Stored data:
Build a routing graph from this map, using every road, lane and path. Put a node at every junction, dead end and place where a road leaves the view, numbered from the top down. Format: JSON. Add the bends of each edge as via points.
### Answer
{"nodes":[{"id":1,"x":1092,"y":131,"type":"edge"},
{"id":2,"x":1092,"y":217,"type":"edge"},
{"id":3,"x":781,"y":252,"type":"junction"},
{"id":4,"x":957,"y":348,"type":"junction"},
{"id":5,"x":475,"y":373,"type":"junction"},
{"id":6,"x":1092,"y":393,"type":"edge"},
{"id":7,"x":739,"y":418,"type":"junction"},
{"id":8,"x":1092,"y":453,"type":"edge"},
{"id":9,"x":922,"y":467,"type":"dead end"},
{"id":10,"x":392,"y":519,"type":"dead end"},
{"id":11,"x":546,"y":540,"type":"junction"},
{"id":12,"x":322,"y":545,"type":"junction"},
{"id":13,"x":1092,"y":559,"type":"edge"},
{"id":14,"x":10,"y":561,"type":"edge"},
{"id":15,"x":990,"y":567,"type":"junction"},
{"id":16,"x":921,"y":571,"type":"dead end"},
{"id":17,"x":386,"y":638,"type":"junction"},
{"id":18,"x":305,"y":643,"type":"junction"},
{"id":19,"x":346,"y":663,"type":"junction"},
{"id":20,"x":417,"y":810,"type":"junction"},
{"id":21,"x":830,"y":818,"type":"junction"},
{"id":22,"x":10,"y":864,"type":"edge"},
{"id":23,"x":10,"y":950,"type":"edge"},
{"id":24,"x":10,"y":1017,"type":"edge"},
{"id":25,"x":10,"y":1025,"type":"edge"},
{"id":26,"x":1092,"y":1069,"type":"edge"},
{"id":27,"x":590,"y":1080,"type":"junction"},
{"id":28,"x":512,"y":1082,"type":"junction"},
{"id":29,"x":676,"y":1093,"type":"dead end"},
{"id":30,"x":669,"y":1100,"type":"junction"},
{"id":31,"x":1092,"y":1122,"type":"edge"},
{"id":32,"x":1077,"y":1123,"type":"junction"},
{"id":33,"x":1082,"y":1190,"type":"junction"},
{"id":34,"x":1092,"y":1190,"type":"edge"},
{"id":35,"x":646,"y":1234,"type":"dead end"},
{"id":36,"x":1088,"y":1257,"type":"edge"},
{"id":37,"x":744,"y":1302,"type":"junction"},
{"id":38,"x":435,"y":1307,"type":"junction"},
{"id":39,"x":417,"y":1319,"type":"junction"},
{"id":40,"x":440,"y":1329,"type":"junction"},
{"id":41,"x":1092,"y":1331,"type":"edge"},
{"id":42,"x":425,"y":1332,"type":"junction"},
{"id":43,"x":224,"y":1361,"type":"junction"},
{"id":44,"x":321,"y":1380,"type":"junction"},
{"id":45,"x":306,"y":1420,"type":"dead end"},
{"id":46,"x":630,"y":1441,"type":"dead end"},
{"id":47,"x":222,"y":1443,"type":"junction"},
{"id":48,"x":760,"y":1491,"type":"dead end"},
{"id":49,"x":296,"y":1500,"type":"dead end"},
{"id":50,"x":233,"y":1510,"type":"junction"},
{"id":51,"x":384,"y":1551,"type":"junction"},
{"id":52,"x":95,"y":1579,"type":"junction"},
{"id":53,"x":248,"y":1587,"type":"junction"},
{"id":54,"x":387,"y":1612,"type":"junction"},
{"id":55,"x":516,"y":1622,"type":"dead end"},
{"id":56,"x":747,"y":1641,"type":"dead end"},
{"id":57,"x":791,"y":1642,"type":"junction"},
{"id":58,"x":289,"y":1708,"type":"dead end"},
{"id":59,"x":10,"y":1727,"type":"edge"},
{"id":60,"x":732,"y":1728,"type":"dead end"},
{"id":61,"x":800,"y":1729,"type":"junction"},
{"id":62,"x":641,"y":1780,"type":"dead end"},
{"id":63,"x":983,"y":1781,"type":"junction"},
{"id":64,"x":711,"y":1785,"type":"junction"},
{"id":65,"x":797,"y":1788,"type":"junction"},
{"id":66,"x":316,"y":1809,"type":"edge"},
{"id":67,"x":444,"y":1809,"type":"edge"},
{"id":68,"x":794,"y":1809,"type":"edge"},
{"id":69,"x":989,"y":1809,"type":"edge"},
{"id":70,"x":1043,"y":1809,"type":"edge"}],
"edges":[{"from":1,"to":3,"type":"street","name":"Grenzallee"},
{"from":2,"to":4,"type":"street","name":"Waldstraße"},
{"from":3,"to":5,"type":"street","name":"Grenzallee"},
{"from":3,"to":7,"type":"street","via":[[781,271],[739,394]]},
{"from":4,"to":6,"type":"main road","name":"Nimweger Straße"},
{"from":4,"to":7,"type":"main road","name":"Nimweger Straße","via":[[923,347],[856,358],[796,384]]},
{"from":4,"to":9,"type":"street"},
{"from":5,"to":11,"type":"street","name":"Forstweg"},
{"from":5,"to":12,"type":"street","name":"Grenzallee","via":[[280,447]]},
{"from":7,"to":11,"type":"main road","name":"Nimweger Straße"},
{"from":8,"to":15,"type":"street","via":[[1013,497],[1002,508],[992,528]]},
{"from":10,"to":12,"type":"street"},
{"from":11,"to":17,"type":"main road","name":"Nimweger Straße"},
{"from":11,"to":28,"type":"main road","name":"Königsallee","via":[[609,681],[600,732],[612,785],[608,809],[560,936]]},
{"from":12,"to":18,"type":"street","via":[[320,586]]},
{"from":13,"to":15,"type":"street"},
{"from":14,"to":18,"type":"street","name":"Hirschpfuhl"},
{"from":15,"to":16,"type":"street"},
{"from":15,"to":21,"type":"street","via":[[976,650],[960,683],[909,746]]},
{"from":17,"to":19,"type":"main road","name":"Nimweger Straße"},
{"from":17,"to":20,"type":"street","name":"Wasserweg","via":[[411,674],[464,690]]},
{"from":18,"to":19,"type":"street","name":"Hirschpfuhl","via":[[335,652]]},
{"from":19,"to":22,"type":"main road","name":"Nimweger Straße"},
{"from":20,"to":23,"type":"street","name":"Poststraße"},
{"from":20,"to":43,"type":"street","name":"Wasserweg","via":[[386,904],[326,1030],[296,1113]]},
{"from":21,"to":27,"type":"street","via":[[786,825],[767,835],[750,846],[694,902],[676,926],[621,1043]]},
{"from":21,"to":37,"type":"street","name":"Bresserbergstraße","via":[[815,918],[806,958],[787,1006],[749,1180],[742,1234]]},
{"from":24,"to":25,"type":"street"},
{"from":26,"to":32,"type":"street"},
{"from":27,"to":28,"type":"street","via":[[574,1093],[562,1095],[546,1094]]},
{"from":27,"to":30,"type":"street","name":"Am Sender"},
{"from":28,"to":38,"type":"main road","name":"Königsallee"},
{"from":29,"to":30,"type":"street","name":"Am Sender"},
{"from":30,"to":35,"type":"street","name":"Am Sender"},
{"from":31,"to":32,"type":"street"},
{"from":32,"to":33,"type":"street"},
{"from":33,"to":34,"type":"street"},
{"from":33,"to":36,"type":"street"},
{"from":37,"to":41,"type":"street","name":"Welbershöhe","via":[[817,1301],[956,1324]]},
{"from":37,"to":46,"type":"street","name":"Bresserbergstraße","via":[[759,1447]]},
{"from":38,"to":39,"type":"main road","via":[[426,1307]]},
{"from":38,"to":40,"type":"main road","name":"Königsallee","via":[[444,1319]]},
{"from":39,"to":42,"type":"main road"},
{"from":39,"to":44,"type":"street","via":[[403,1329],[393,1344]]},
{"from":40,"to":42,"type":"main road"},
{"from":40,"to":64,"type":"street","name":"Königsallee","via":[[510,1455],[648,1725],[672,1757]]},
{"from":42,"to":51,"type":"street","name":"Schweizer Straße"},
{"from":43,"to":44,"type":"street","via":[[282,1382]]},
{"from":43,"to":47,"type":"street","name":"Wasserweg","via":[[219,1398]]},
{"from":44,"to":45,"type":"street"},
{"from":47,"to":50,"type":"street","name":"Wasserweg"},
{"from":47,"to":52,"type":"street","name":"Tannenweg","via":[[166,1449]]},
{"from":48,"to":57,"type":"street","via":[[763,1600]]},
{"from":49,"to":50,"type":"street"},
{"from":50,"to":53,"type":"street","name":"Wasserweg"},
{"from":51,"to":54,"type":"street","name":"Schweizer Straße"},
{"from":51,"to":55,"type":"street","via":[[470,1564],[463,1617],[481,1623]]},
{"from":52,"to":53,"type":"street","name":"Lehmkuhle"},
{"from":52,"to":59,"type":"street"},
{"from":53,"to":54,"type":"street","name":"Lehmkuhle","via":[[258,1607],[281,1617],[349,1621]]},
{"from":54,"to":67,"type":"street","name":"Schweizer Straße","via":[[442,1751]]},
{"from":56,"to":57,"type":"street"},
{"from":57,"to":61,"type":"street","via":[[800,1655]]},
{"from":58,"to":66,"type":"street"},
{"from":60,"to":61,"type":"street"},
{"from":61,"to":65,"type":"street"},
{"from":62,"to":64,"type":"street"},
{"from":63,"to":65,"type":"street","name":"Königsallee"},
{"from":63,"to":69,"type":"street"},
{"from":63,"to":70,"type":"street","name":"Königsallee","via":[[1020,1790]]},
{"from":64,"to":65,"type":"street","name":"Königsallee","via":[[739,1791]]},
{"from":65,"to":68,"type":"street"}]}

__Task instructions__
Word search in the records above: please count the lines holding "Bresserbergstraße" and state the count alone.

__Result of the task__
2